Ich klettere mal kurz ein paar Meter einen Hang hoch, um ein Foto zu machen. Da ertönt ein scharfer Pfiff, ein Wärter ist auf der Hut. Vielleicht meint er aber auch eine Dame, die sich noch viel weiter den Kalkterrassen genähert hat. Oder er wollte verhindern, dass man auf einem Umweg die Eintrittskasse umgeht.


Pamukkale
Auf der letzten Etappe zum Hotel "Irgendwo" werden wir noch über die benachbarte antike Stätte Hierapolis informiert. Auch hier befand sich so um 3 Jahrhunderte v. Chr. eine blühende Stadt mit Tempel, Theater und Bädern. Es gab auch eine sog. Nekropole, mit Gräbern und Sakophargen. "Dort lebten die Toten" erzählt Aziz. Um Grabräuber abzuschrecken, hatte man die Gräber mit Fluchsprüchen versehen, die den Plünderern allerhand Böses an den Hals und anderswohin wünschten. Hat aber alles nichts genutzt, die Gräber sind komplett ausgeraubt worden.

Nun hat die Fahrt ein Ende und wir werden vor dem Lycus River Thermal Hotel ausgeladen. Das sieht ja alles sehr schnieke aus. Eine Menge Pools gibt es hier, ob warm oder kalt, und auch in den Gebäuden befinden sich diverse Bäder. Wir merken bald, dass wir nur "Durchgangstouristen" sind, denn nach einem langen Gang durch die Gemeinde landen wir in einem finsteren Kellerverschlag. Ein Aggregat - unsere Lieblingsmaschine - steht laut brummend dort, wo sonst ein Balkon wäre, aber hier nur ein Kellerloch mit Sehschlitz darstellt. Den Koffer packen wir wie immer gar nicht aus, sondern begeben uns sogleich in das Thermalbad um die Ecke. Das Wasser ist warm wie in der Badewanne, tiefbraun dazu, also bildet man sich ein, dass das durch die heilsamen Mineralien verursacht wird. So nach 10 Minuten wird einem schwummerig, da geht man dann wieder lieber raus. Zum Abschlaffen danach ist das Bett immer noch gut genug.

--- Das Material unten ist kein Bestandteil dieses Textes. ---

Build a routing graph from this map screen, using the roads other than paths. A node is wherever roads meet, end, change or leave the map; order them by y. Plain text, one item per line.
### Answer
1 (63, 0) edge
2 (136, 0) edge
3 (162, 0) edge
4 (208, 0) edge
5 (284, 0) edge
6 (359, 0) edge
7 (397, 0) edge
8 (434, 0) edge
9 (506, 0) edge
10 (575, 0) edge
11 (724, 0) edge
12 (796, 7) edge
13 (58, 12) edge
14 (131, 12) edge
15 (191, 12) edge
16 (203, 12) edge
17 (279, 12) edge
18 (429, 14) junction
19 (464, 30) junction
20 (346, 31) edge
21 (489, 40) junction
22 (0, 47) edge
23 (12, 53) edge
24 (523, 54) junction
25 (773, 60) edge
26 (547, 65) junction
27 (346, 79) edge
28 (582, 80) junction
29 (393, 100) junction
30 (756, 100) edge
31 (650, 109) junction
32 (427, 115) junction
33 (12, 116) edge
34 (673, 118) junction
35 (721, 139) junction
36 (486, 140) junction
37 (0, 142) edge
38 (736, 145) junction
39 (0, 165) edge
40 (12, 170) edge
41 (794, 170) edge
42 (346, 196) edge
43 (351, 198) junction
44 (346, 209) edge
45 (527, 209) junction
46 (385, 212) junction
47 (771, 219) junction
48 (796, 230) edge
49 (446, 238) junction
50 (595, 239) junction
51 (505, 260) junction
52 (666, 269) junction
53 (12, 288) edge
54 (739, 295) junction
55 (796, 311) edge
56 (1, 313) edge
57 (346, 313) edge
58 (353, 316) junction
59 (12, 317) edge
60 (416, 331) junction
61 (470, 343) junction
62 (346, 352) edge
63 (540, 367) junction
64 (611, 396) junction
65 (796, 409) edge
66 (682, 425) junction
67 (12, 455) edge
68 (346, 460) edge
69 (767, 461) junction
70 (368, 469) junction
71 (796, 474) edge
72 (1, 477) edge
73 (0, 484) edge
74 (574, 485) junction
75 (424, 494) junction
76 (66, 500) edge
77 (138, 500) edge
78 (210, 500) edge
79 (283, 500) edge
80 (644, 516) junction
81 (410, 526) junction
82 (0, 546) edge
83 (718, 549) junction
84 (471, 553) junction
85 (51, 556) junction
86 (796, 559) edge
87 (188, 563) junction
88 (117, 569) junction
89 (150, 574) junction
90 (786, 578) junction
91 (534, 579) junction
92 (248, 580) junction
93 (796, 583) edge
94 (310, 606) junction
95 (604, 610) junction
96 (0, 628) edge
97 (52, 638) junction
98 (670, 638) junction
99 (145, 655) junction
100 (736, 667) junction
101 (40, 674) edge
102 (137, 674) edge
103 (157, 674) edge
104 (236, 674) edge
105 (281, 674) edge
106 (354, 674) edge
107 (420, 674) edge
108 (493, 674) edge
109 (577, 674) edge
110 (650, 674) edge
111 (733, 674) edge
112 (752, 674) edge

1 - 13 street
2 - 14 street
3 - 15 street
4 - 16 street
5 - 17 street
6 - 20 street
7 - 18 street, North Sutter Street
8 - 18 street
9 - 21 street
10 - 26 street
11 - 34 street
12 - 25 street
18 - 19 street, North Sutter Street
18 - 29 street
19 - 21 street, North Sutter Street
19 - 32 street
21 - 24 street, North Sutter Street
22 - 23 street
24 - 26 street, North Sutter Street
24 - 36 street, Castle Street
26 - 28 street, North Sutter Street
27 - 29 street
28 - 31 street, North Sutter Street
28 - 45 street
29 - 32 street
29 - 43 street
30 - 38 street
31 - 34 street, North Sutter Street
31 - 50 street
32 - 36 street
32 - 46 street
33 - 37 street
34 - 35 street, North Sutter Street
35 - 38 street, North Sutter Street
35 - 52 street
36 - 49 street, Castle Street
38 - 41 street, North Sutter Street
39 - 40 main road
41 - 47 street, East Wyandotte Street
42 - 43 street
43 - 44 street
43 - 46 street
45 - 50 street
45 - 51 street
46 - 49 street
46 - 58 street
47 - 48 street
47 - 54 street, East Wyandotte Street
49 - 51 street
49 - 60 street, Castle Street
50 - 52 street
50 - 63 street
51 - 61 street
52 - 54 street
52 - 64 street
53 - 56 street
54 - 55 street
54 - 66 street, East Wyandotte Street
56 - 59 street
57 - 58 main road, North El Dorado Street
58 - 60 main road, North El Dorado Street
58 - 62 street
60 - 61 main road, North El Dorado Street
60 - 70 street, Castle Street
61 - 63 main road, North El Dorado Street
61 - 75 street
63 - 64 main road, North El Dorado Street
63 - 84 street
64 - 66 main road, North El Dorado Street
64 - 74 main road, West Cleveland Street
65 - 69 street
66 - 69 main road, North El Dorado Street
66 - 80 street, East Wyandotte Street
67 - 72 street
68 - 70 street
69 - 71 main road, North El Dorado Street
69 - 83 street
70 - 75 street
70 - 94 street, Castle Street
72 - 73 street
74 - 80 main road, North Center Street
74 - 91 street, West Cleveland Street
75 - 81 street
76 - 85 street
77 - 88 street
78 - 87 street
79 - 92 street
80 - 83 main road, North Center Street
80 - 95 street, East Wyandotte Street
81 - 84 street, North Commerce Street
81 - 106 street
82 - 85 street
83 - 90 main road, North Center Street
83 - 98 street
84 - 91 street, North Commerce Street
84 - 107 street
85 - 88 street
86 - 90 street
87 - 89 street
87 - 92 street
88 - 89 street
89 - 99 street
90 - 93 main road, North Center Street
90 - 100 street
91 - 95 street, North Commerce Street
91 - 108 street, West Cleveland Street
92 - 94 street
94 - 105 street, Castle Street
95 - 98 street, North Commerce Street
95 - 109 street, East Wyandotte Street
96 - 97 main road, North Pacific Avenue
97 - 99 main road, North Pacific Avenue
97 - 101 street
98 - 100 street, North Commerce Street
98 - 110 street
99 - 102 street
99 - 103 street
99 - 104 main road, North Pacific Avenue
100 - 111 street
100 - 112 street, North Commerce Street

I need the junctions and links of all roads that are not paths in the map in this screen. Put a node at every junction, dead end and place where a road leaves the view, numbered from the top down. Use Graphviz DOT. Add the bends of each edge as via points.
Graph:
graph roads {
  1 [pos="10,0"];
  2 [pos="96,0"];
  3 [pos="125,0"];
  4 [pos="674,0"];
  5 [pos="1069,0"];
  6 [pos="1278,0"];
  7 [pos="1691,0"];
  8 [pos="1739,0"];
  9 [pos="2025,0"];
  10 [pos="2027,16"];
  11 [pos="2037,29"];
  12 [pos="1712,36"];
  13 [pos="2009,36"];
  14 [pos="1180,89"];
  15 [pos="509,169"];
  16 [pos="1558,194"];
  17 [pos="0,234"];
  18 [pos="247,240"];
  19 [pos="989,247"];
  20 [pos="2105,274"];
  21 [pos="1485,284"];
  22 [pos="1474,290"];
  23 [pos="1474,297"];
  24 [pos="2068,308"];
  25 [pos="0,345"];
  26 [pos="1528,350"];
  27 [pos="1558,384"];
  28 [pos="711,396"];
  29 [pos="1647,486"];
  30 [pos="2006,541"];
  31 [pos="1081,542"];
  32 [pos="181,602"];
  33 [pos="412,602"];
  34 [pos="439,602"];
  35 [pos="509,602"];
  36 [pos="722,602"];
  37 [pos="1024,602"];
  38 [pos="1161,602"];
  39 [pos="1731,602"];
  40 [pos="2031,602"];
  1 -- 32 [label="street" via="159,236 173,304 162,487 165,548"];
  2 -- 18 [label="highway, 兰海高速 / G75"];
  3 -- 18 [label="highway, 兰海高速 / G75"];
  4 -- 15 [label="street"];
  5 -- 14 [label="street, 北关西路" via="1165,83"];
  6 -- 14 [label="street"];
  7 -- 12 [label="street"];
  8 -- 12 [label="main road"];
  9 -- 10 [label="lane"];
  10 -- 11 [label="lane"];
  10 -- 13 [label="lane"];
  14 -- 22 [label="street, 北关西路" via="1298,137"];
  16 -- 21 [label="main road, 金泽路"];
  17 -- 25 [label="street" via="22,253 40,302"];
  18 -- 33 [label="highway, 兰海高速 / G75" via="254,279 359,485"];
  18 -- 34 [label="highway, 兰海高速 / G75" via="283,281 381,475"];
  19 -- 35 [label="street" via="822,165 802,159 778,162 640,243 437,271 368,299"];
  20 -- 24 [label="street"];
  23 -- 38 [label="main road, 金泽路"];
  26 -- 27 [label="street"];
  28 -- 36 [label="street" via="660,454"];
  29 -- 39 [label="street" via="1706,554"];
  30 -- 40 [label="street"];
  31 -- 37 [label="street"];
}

Da wir mit unserem Zimmer nicht gerade das Paradies angetroffen haben, machen wir uns bald auf zum Abendbuffet. Da herrscht schon ein ziemliches und sogar internationales Gedränge. Man hat für unsere Gruppe "Aziz Bey" Tische reserviert, sodass wir mit den bekannten Mitreisenden speisen können. Dem einen klappt aber alsbald beim Käseschneiden der Teller aufs Oberhemd, der muss erstmal das Hemd wechseln gehen. Bevor er wieder kommt, sitzen wir schon in einer Glasveranda beim Bier und beschließen damit den Abend. Das geräuschvolle Aggregat, mit dem wir kaum Schlaf gefunden hätten, schaltet sich glücklicherweise nach 22 Uhr ab, und nun hat man eine himmlische Ruhe im Kellerloch.